Thanks guys. Being considered a newer tractor by the tractor collectors around here, I have not had much luck finding more information on this one.


----------



## Jolly (Jan 8, 2004)

You see a lot more 2000 and 3000 series Fords around smaller places than 4000 series tractors. The 4000 is getting into that commercial hay operation, etc. size vs. the around-the-house utility tractor. All the smaller thousand series Fords have been decent tracors.

I don't think parts availability is much of an issue. As with all used tractors, condition is king.


----------



## taylorlambert (Jul 4, 2010)

Weve had a 4000 FOrd at work for the last 10 to 12 years. Ousrs has an added canopy and rollbar. One thing I can tell you about that tractor in your picture its the industrial version of a 4000. The ag version like we have at work has an axle on the front with drop down spindles for crop clearance. That tractor has the the straight axle for heavier work like loader or grading and lower gravity for mowing slopes.. I own an industrial 3550 Ford industrial tractor.
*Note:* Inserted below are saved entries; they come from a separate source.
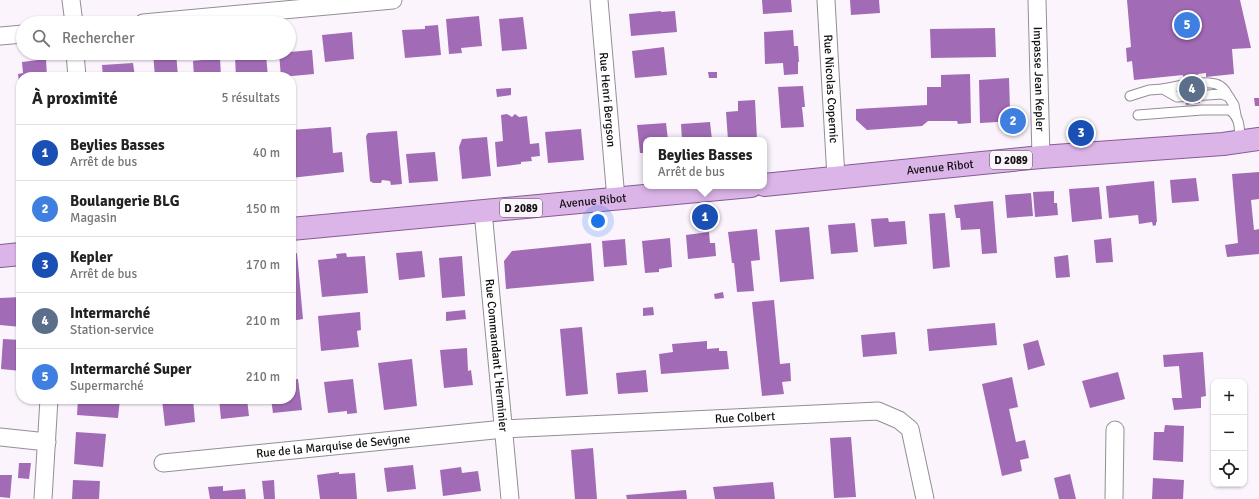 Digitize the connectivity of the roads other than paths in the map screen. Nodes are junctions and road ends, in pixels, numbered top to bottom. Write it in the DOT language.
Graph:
graph roads {
  1 [pos="71,0"];
  2 [pos="393,0"];
  3 [pos="599,0"];
  4 [pos="826,0"];
  5 [pos="1037,0"];
  6 [pos="256,6"];
  7 [pos="73,16"];
  8 [pos="190,16"];
  9 [pos="16,35"];
  10 [pos="0,36"];
  11 [pos="76,60"];
  12 [pos="77,72"];
  13 [pos="1130,96"];
  14 [pos="1138,115"];
  15 [pos="1236,115"];
  16 [pos="1250,140"];
  17 [pos="1041,157"];
  18 [pos="836,178"];
  19 [pos="767,185"];
  20 [pos="720,189"];
  21 [pos="616,199"];
  22 [pos="483,211"];
  23 [pos="296,229"];
  24 [pos="16,254"];
  25 [pos="0,256"];
  26 [pos="49,404"];
  27 [pos="504,429"];
  28 [pos="1115,430"];
  29 [pos="0,436"];
  30 [pos="46,442"];
  31 [pos="163,463"];
  32 [pos="43,499"];
  33 [pos="510,499"];
  34 [pos="925,499"];
  35 [pos="1114,499"];
  1 -- 7 [label="street"];
  2 -- 6 [label="street"];
  3 -- 21 [label="street, Rue Henri Bergson"];
  4 -- 18 [label="street, Rue Nicolas Copernic"];
  5 -- 17 [label="street, Impasse Jean Kepler"];
  6 -- 8 [label="street"];
  9 -- 10 [label="street"];
  11 -- 12 [label="street"];
  13 -- 15 [label="lane"];
  14 -- 15 [label="lane"];
  15 -- 16 [label="lane"];
  16 -- 17 [label="main road, Avenue Ribot / D 2089"];
  17 -- 18 [label="main road, Avenue Ribot / D 2089"];
  18 -- 19 [label="main road, Avenue Ribot / D 2089"];
  20 -- 21 [label="main road, Avenue Ribot / D 2089"];
  21 -- 22 [label="main road, Avenue Ribot / D 2089"];
  22 -- 23 [label="main road, Avenue Ribot / D 2089"];
  22 -- 27 [label="street, Rue Commandant L'Herminier"];
  24 -- 25 [label="main road"];
  26 -- 30 [label="street"];
  27 -- 31 [label="street, Rue de la Marquise de Sevigne"];
  27 -- 33 [label="street, Rue Commandant L'Herminier"];
  27 -- 34 [label="street, Rue Colbert"];
  28 -- 35 [label="street"];
  29 -- 30 [label="street"];
  30 -- 32 [label="street"];
} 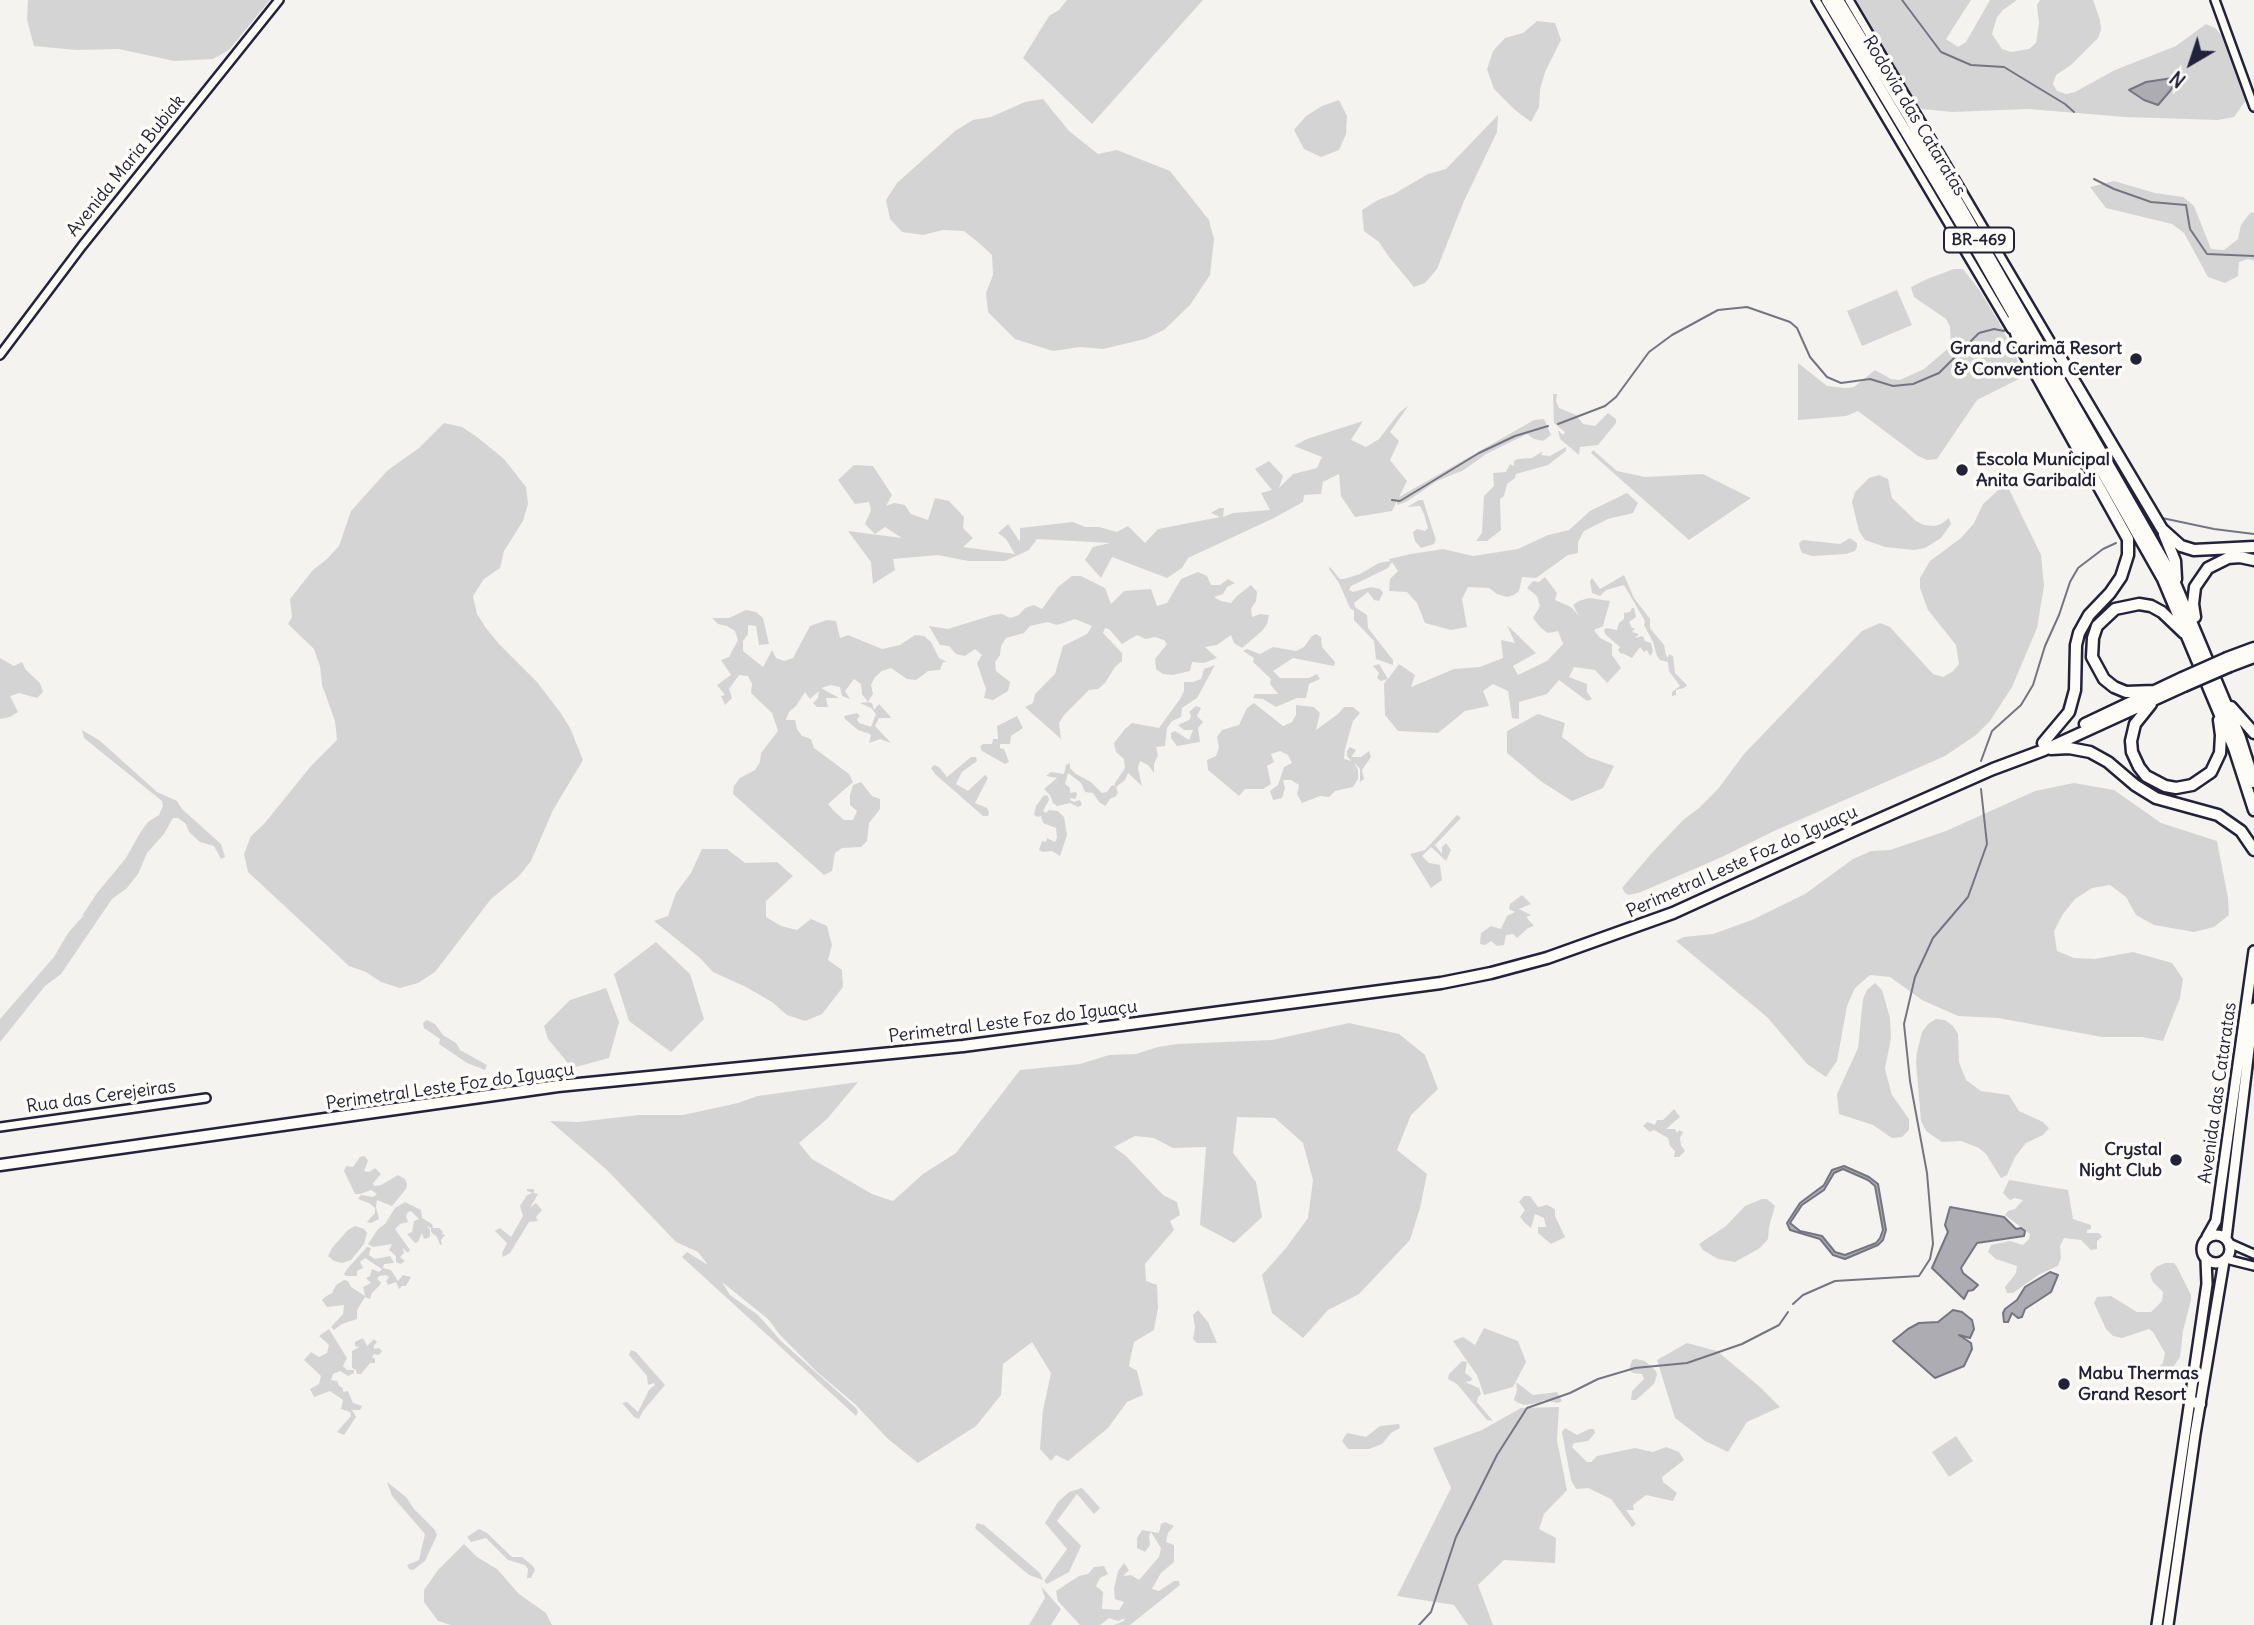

It has a loader with a backhoe attachment to. Its a 75 model and is a workhorse. Also the one in the pic has the bright yellow Ford Industrial paint coming through. 

One thing that concerns me about that tractor in the picture is that steering box arm from the steering box out to the fron end I dont see a power assist stearing cylinder on it. It may have an internal one on the gear box but most had the external cylinder set up like mine andthe one at work. You can buy an add on Powersteering set up pretty reasonably. Parts can be had at any Case NewHolland dealership. 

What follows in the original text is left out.